Federal Reserve Chairman Ben Bernanke’s recently predicted “formidable headwinds” for the U.S. economy. Norris, Perné & French, in the firm’s most recent economic overview, Sound of the Economy, similarly described an economic recovery that is under way, but “hardly the beginning of a period of above-average growth and prosperity.”
However divergent the terminology, the thinking is similar: A weak labor market and tight credit are likely to result in a very slow and plodding recovery, with the prospect of inflation held off for at least another year.
Sound of the Economy author John F. (Jay) Wisentaner reviewed our previous forecasts and determined our prognostications were on target. At the beginning of 2009, Norris, Perné & French looked for continuing bad economic news through the year’s first half, with gradual improvement in the third and fourth quarters.
In fact, the bellwether of the recession’s end, a stock market rally, has surprised Wall Street veterans and observers with its robustness. And continuing conversations and chatter about a meaningful correction of 10 to 15 percent have remained just that to date.
The strength of the market’s rally resulted in an upward adjustment of our S&P 500 target for 2009. The firm’s 2009 forecast:
Real GDP: -1.9 percent
Headline CPI: -0.5 percent
Ten-year treasury range: 3.2 to 4.5 percent
Year-end: 3.8 percent
S&P 500 return: 10 to 15 percent.
The GDP’s growth to 3.5 percent (annualized rate) in 2009’s third quarter provided strong confirmation of improving economic conditions, although a disproportionate share of that growth was driven by the government’s Cash for Clunkers program. This welcome news provided an end to a record streak of four straight quarters of contraction.
Consumer response to government incentives for both home and new car purchases pushed consumer spending as a GDP share to a new high in 2009’s third quarter. And nearly half (42 percent) the GDP growth is attributable to Cash for Clunkers.
This surge is expected to be short-lived. It’s believed that the automotive incentives pushed car purchases ahead, and as a result, consumer spending will weaken in the current quarter.
Although the national unemployment rate dropped marginally in November from 10.2 to 10.0 percent, the situation may be a temporary one and not yet a reversal of unemployment trends downward. Wall Street talks about the technical end to a recession, but until those numbers show a significant positive change that is coupled with easier credit, the recovery won’t be felt on Main Street.
Employers are not yet doing much hiring, choosing instead to increase the hours of workers whose hours had been scaled back. Many executives express minimal inclination to hire aggressively in the new year’s first half, and many executives plan to meet next year’s demands with more productive employees instead of additional employees.
Correspondingly, worker productivity has increased in 2009. In the year’s third quarter, the output of nonfarm workers rose at an annual rate of 9.5 percent. That figure, coupled with the second quarter’s 6.9 percent rate, created the strongest productivity six-month growth rate in 48 years.
Additionally, the lowering of the U.S. dollar has helped increase the competitiveness of American exports, which soared at an annual rate of 21.4 percent in the third quarter.
Businesses continued to reduce their inventories throughout 2009, generating hope that a small increase in demand could boost production and subsequently employment.
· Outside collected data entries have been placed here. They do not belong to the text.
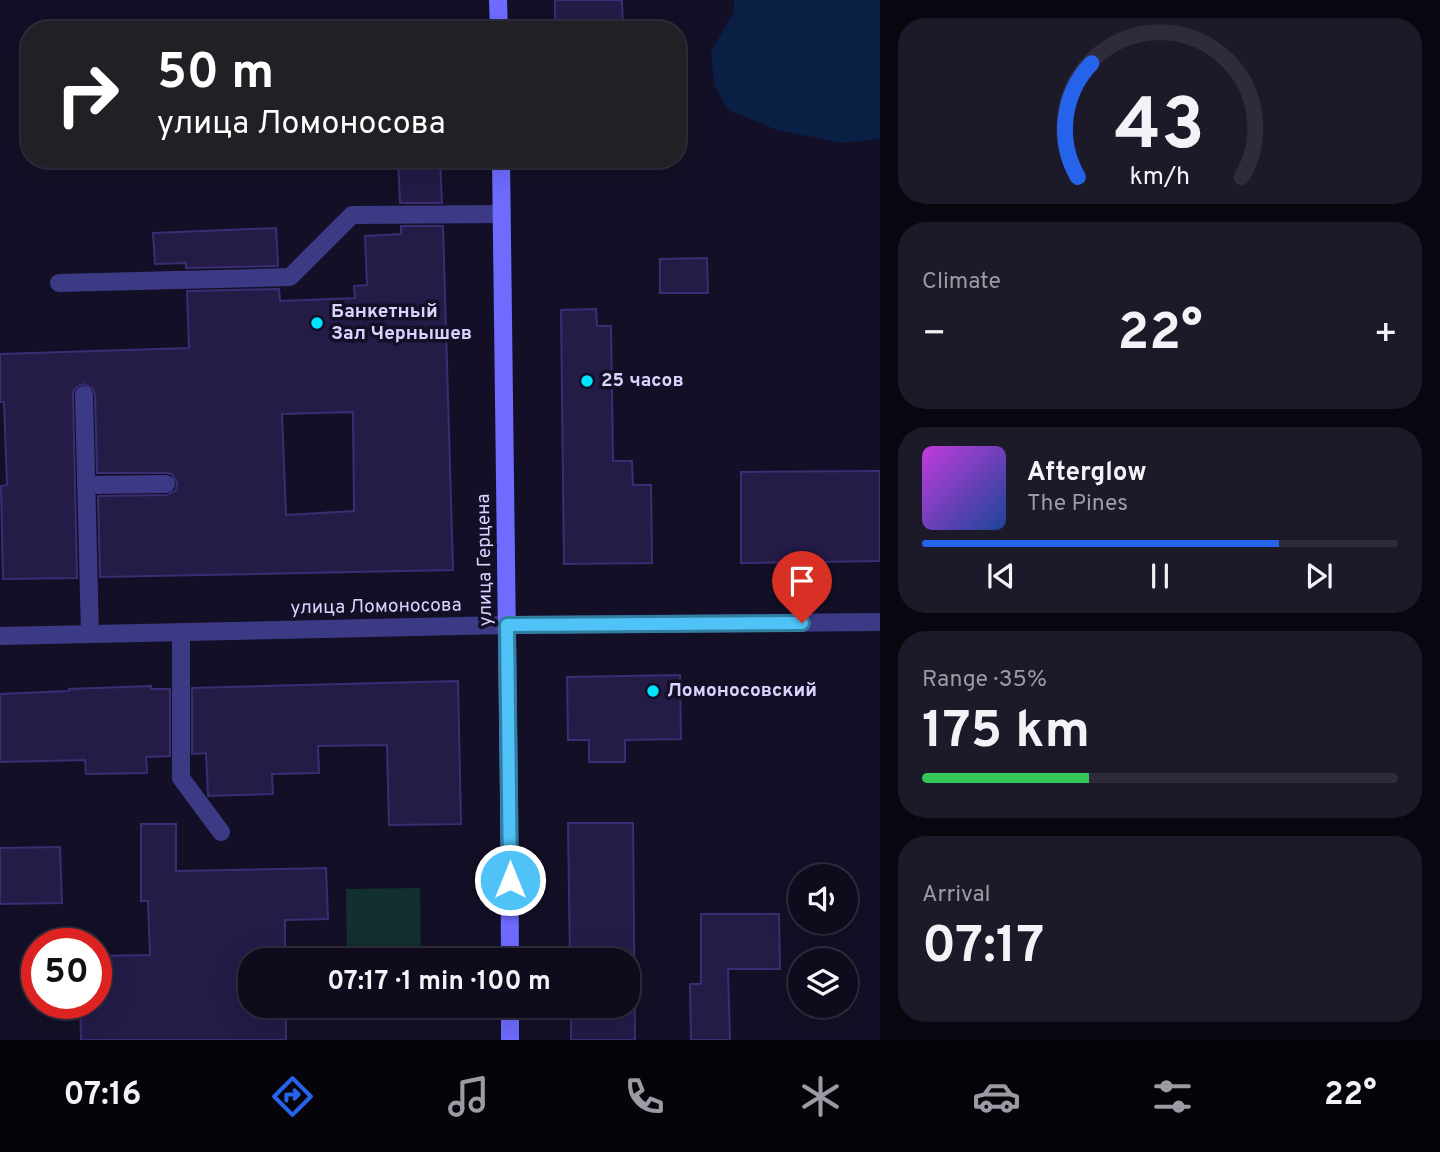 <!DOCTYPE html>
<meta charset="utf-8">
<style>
body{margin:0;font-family:Overpass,sans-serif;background:#1c1929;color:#f1f3f6;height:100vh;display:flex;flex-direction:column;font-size:26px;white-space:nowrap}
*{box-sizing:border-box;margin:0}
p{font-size:23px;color:#9b9ba3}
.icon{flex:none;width:38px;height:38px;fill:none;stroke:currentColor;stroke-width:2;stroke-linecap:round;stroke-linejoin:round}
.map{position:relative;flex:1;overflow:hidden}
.sheet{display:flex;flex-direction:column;gap:18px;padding:18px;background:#08060f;width:560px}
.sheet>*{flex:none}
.top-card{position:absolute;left:21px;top:21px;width:665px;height:147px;border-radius:28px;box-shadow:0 7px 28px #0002,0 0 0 2px #2e2b3b;background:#202124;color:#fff;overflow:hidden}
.buttons{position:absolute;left:788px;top:864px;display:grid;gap:14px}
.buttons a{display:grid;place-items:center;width:70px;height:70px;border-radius:50%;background:#0e0b1c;box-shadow:0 7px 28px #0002,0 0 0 2px #2e2b3b;font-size:35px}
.speed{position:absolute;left:21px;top:928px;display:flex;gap:14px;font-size:35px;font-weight:700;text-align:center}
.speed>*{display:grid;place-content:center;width:91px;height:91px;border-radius:50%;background:#0e0b1c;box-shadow:0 7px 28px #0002,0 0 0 2px #2e2b3b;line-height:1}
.speed .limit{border:10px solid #d22;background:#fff;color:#111}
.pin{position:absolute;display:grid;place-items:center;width:60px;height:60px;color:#fff;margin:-72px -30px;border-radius:50% 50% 50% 0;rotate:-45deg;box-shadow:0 0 7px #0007}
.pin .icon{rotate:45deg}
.me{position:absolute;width:77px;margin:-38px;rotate:0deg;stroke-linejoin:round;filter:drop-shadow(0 0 5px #0008)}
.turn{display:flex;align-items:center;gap:24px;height:147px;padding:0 21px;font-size:32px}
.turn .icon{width:91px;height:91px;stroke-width:2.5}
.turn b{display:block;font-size:49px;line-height:60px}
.big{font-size:52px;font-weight:700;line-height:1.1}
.sheet .tile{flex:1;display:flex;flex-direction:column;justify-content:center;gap:10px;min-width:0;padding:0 24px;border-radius:28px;background:#1c1929}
.sheet .dial{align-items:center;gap:0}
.dial svg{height:182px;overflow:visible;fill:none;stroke:#2e2b3b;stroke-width:7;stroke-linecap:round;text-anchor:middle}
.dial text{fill:#f1f3f6;stroke:none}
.song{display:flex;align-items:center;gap:21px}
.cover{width:84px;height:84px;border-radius:10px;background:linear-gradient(135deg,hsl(290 70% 55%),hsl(220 70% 35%))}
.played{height:7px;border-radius:4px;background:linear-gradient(90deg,#2563eb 75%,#2e2b3b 75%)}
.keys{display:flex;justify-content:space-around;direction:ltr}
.heat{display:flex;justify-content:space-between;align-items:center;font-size:38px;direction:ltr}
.charge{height:10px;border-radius:5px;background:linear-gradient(90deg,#34c759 35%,#2e2b3b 0)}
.trip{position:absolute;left:238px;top:948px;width:402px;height:70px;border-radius:28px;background:#0e0b1c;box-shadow:0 7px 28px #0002,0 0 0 2px #2e2b3b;font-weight:700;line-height:70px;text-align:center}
.menu{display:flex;height:112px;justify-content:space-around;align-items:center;background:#06040b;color:#9b9ba3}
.menu .icon{width:49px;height:49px}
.menu .selected{color:#2563eb}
.menu b{font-size:32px;color:#f1f3f6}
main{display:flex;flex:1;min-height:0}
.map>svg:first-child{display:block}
.green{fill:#12302f}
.water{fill:#0a1f44}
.building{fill:#241b47;stroke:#3b2d73;stroke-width:2;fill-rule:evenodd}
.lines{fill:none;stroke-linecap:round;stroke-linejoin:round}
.service{stroke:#3d3a85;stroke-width:18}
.minor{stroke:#3d3a85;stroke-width:18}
.secondary{stroke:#6f6bff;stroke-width:18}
.route-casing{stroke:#337fa1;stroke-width:18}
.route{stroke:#4fc3f7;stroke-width:12}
.poi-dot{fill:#00e5ff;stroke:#130f26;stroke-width:2.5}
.labels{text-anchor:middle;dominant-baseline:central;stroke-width:7;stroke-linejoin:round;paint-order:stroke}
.poi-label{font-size:19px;font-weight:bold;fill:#d9d4ff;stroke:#130f26;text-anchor:start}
.street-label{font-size:19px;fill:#d9d4ff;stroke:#130f26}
</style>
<main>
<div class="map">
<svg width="880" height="1040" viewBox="0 0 880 1040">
<rect width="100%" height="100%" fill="#130f26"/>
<path class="green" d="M420 888 421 961H347L346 889Z
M347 1006H421V1016H347Z"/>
<path class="water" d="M734 0H880V139L842 143 777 130 728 110 714 84 711 51 734 12Z"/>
<path class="building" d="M555 0H622L623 30H555Z
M398 159H440L442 203H400Z
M401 226H443L453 570 100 577 98 496 167 495 176 490 177 483 172 474 166 473H97L95 395 93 389 84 384 78 386 74 390 73 395 77 578 3 579 1 486 7 485 4 402H0V354L189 348 187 291 279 289 280 301 355 298 354 286 367 285 365 236 401 234ZM353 412 354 511 286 515 282 414Z
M276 228 278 266 186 268V263L155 264 153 233Z
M707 258 708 293H660V259Z
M596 309 597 326H611L613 461H632L633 485H651L652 563 564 564 561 310Z
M880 471V561L741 563V472Z
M680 675 681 739 625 740V762H589V740H568L567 677Z
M458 681 461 824 389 825 387 745 318 746 319 773 272 774 273 794 208 796 206 753 192 754V688Z
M151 686V689H170V756L146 757 147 773 86 774 85 760 0 762V694L69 691V689Z
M568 823H633L635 1040H571V1006H628V961H570Z
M141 824H176V871L326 868 328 919 285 920V961H250V1006H286V1040H81L80 1003H96V956L150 955 148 901H141Z
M60 847 62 903 0 904V848Z
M701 914H779L780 969H728L730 1040H691L690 984H701Z"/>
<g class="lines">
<path class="service" d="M59 283 290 277 352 215 501 214
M84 395 90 634
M86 485 166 484
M181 632V778L221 832"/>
<path class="minor" d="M0 636 507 625 880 622"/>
<path class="secondary" d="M498 0 499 30
M501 159 509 800 510 961
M510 1006V1040"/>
</g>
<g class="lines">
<defs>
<path id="route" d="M510 880 507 625 802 623"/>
</defs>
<use href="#route" class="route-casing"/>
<use href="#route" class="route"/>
</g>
<g class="poi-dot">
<circle cx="317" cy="323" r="7"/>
<circle cx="587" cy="381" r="7"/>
<circle cx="653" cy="691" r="7"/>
</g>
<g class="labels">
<g class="poi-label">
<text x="331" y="312">Банкетный<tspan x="331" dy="22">Зал Чернышев</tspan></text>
<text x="601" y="381">25 часов</text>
<text x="667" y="691">Ломоносовский</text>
</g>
<g class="street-label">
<text transform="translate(485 560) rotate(-91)">улица Герцена</text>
<text transform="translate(376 607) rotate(-1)">улица Ломоносова</text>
</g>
</g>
</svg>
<div class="buttons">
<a><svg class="icon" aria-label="sound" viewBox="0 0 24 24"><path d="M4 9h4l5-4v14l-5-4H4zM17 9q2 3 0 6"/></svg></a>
<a><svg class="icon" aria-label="layers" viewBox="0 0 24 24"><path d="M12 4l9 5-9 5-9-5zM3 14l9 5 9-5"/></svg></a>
</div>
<div class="speed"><div class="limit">50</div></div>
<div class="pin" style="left:802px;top:623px;background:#d93025"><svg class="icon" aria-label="arrive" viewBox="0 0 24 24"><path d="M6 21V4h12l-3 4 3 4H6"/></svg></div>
<svg class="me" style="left:510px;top:880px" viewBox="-20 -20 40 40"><circle r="17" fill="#4fc3f7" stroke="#fff" stroke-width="3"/><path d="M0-11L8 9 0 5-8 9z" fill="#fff"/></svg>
<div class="trip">07:17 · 1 min · 100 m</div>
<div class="top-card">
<div class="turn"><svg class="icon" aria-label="right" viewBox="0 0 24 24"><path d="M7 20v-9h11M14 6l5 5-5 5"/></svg><div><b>50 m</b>улица Ломоносова</div></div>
</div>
</div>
<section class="sheet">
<div class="tile dial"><svg viewBox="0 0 100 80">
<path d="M14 69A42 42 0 1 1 86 69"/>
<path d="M14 69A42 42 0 0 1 20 19" stroke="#2563eb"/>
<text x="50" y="56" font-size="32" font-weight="700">43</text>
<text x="50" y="72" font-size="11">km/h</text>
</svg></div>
<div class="tile"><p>Climate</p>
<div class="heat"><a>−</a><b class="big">22°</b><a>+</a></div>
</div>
<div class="tile">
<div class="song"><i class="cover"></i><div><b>Afterglow</b><p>The Pines</p></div></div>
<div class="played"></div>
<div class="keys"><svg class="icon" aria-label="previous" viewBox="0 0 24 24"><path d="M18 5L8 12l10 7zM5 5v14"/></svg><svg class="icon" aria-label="pause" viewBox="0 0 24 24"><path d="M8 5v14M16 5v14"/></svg><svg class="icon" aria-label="next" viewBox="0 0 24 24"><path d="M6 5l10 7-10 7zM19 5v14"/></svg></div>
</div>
<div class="tile"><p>Range · 35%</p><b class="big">175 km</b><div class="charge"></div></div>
<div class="tile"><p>Arrival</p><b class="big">07:17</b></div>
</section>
</main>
<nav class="menu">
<b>07:16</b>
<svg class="icon selected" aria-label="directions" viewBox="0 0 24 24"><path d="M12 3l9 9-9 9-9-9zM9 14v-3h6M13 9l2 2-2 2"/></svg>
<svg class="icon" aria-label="music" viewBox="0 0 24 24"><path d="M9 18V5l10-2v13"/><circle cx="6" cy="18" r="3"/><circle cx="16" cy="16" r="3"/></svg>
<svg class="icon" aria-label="phone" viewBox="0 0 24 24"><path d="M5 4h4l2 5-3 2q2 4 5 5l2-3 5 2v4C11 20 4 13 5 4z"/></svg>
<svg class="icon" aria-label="climate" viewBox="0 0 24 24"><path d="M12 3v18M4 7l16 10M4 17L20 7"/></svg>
<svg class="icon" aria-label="car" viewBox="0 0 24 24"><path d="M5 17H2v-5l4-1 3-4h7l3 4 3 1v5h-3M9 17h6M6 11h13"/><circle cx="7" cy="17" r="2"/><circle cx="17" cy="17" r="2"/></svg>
<svg class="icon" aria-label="filters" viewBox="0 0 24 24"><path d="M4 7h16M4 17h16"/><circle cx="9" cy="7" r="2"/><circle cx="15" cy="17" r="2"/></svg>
<b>22°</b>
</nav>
The entry into double-digit territory in unemployment during the year’s third quarter marked the first time since 1983 that the country reached 10 percent unemployment. In Michigan, unemployment topped 15 percent, and University of Michigan economists predict that level will continue through 2011.
In the fixed income arena, the Treasury yield curve eased across all maturities, a reflection of lower expectations for growth and inflation. Shorter maturities fell more than longer maturities. Corporate bond spreads tightened in the year’s third quarter, and high-grade corporate bonds enhanced their appeal, thanks to low interest rates in government debt. Municipal bonds performed comparable to taxable bonds.
As described earlier, stock prices continued their robust recovery, with intermittent bouts of volatility as economists and traders analyzed daily releases for signs of recovery. During this most recent rally, the technology sector is leading the way, having missed the last economic recovery from 2002-07. The question remains open as to whether the solid earnings reports and positive leading economic indicators will be sustainable. Some consider the recent surge to be unsupported by fundamentals that include weak revenue growth and high unemployment.
One year ago, Lehman Brothers declared bankruptcy, Bank of America took over Merrill Lynch, the U.S. government bailed out AIG, Ford, Chrysler and GM, and the world watched the largest Ponzi scheme ever unravel. These crises of trust generated a strong consensus for the need for tighter regulation and more transparency. But a government seemingly preoccupied by the complexities and politics of health care reform does not yet seem inclined to respond to the need for restoration of trust in the American economic system.
If the economic turmoil of the last 18 months can result in less gaming of the financial markets — and a more skeptical attitude about corporate management and Wall Street — the markets and Main Street will be much healthier.
Julie M. Ridenour is director of business development, Norris, Perné & French, LLP.